“If it’s important to you, do that,” says Kendra Reiser ’15. “That’s what matters to Notre Dame: you are becoming your own person. I was provided with these amazing resources, these amazing professors and staff that really allowed me to pursue opportunities that were in line with my beliefs, my thinking, and my passions.”

In summer 2014, the psychology major received a Kellogg Summer Internship to teach English with WorldTeach at a community center in Casablanca, Morocco.  She cites the experience as “the summer I found my vocation: teaching English as a new language to foreign students.”

Now, Reiser is living out that vocation after being awarded a Fulbright English Teaching Assistantship (ETA) in Indonesia.

"The best part of the Fulbright grant is that it offers you the opportunity to get to know a culture in a very intimate way,” she says. “The English Teaching Assistantship allows you to connect very directly with a community and have a very important, significant, and immediate impact on the people.”
 

During her junior and senior years at Notre Dame, Reiser worked extensively with the Center for Undergraduate Scholarly Engagement (CUSE) to prepare her application to the Fulbright US Student Program. While writing a senior thesis on English as a New Language, she imagined what it would be like to serve as a cultural ambassador abroad through the Fulbright program, which aims to increase mutual understanding between the people of the United States and other countries through exchange of persons, knowledge, and skills.

After months of writing, editing, and waiting, Reiser received the good news of her acceptance while on a training trip with the men’s rowing team, for which she was coxswain and president during her senior year.

“Coach!

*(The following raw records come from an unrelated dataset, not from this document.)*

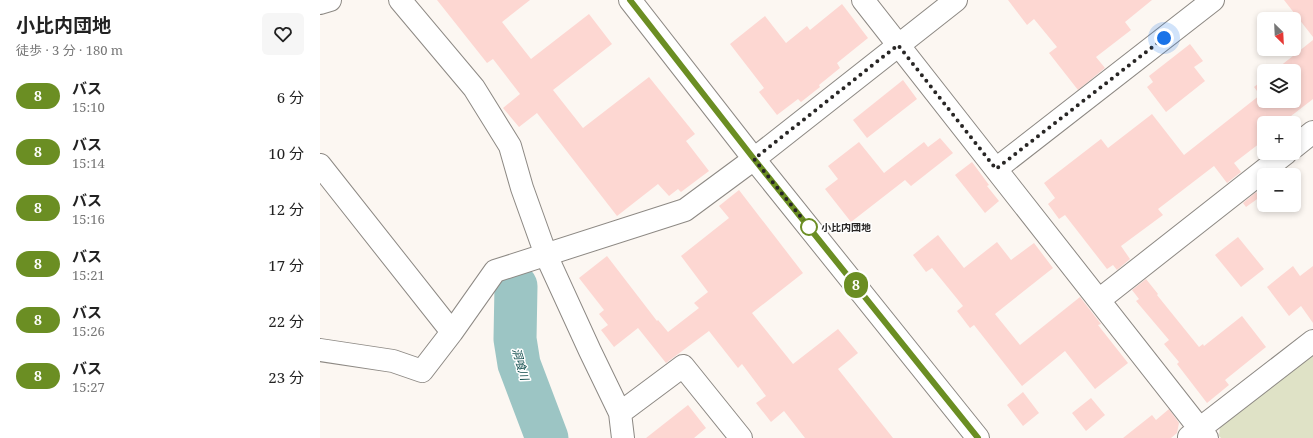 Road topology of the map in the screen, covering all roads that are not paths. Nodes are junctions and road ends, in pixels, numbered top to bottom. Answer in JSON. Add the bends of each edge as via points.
{"nodes":[{"id":1,"x":330,"y":0,"type":"edge"},
{"id":2,"x":400,"y":0,"type":"edge"},
{"id":3,"x":630,"y":0,"type":"edge"},
{"id":4,"x":863,"y":0,"type":"edge"},
{"id":5,"x":956,"y":0,"type":"edge"},
{"id":6,"x":1213,"y":0,"type":"edge"},
{"id":7,"x":320,"y":3,"type":"edge"},
{"id":8,"x":898,"y":45,"type":"junction"},
{"id":9,"x":1313,"y":132,"type":"edge"},
{"id":10,"x":1301,"y":141,"type":"edge"},
{"id":11,"x":754,"y":159,"type":"junction"},
{"id":12,"x":1277,"y":160,"type":"edge"},
{"id":13,"x":320,"y":165,"type":"edge"},
{"id":14,"x":996,"y":169,"type":"junction"},
{"id":15,"x":546,"y":255,"type":"junction"},
{"id":16,"x":1099,"y":300,"type":"junction"},
{"id":17,"x":452,"y":332,"type":"junction"},
{"id":18,"x":1313,"y":341,"type":"edge"},
{"id":19,"x":320,"y":350,"type":"edge"},
{"id":20,"x":620,"y":413,"type":"junction"},
{"id":21,"x":1199,"y":435,"type":"edge"},
{"id":22,"x":624,"y":438,"type":"edge"},
{"id":23,"x":742,"y":438,"type":"edge"},
{"id":24,"x":978,"y":438,"type":"edge"}],
"edges":[{"from":1,"to":7,"type":"street"},
{"from":2,"to":15,"type":"street","via":[[474,88],[510,146]]},
{"from":3,"to":11,"type":"street"},
{"from":4,"to":8,"type":"street"},
{"from":5,"to":8,"type":"street"},
{"from":6,"to":14,"type":"street"},
{"from":8,"to":11,"type":"street"},
{"from":8,"to":14,"type":"street"},
{"from":9,"to":10,"type":"street"},
{"from":11,"to":15,"type":"street","via":[[685,210]]},
{"from":11,"to":24,"type":"street"},
{"from":12,"to":16,"type":"street"},
{"from":13,"to":17,"type":"street"},
{"from":14,"to":16,"type":"street"},
{"from":15,"to":17,"type":"street","via":[[495,271]]},
{"from":15,"to":20,"type":"street"},
{"from":16,"to":21,"type":"street"},
{"from":17,"to":19,"type":"street","via":[[422,371],[393,361]]},
{"from":18,"to":21,"type":"street"},
{"from":20,"to":22,"type":"street"},
{"from":20,"to":23,"type":"street","via":[[683,366]]}]} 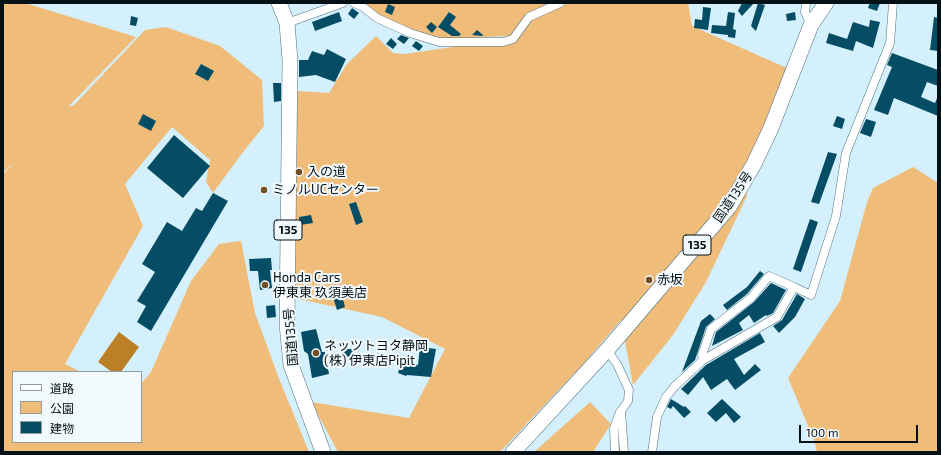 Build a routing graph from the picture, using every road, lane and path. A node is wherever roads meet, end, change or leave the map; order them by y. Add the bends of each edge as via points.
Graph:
1 (279, 3) edge
2 (343, 3) edge
3 (354, 3) edge
4 (560, 3) edge
5 (806, 3) edge
6 (826, 3) edge
7 (893, 3) edge
8 (287, 23) junction
9 (811, 25) junction
10 (794, 287) junction
11 (607, 350) junction
12 (703, 360) junction
13 (621, 411) junction
14 (322, 452) edge
15 (513, 452) edge
16 (615, 452) edge
17 (624, 452) edge
18 (652, 452) edge

1 - 8 highway, 国道135号 / 135
2 - 8 street
3 - 4 street via 377,18 410,33 439,42 503,42 512,39 528,16
5 - 9 street via 805,12
6 - 9 highway, 国道135号 / 135
7 - 10 street via 890,43 846,153 836,216 811,295
8 - 14 highway, 国道135号 / 135 via 290,60 287,324 292,365
9 - 11 highway, 国道135号 / 135 via 771,128 741,189 729,207
10 - 12 street via 778,317
10 - 12 street via 769,276 751,298 711,329 702,355
11 - 13 street via 630,390 628,401
11 - 15 highway, 国道135号 / 135
12 - 18 street via 666,397 657,417
13 - 16 street via 614,428
13 - 17 street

Coach! I’m a Fulbright! I actually got it!” she remembers telling her coach. “It was one of the best weeks of my life.”

After listening to podcasts for language practice and reading every blog ever written by an ETA in Indonesia, Reiser left her hometown in Seattle for Yogyakarta—“Jogja” for short. She arrived in late August and spent her first week observing teachers and meeting students before heading to two weeks of orientation.

“Smiles, passion, family”

“The whole first week was kind of a blur. But in that blur, I could see smiles, and I could see passion, and I could see family. Those were three things that I knew would make my year great,” she says.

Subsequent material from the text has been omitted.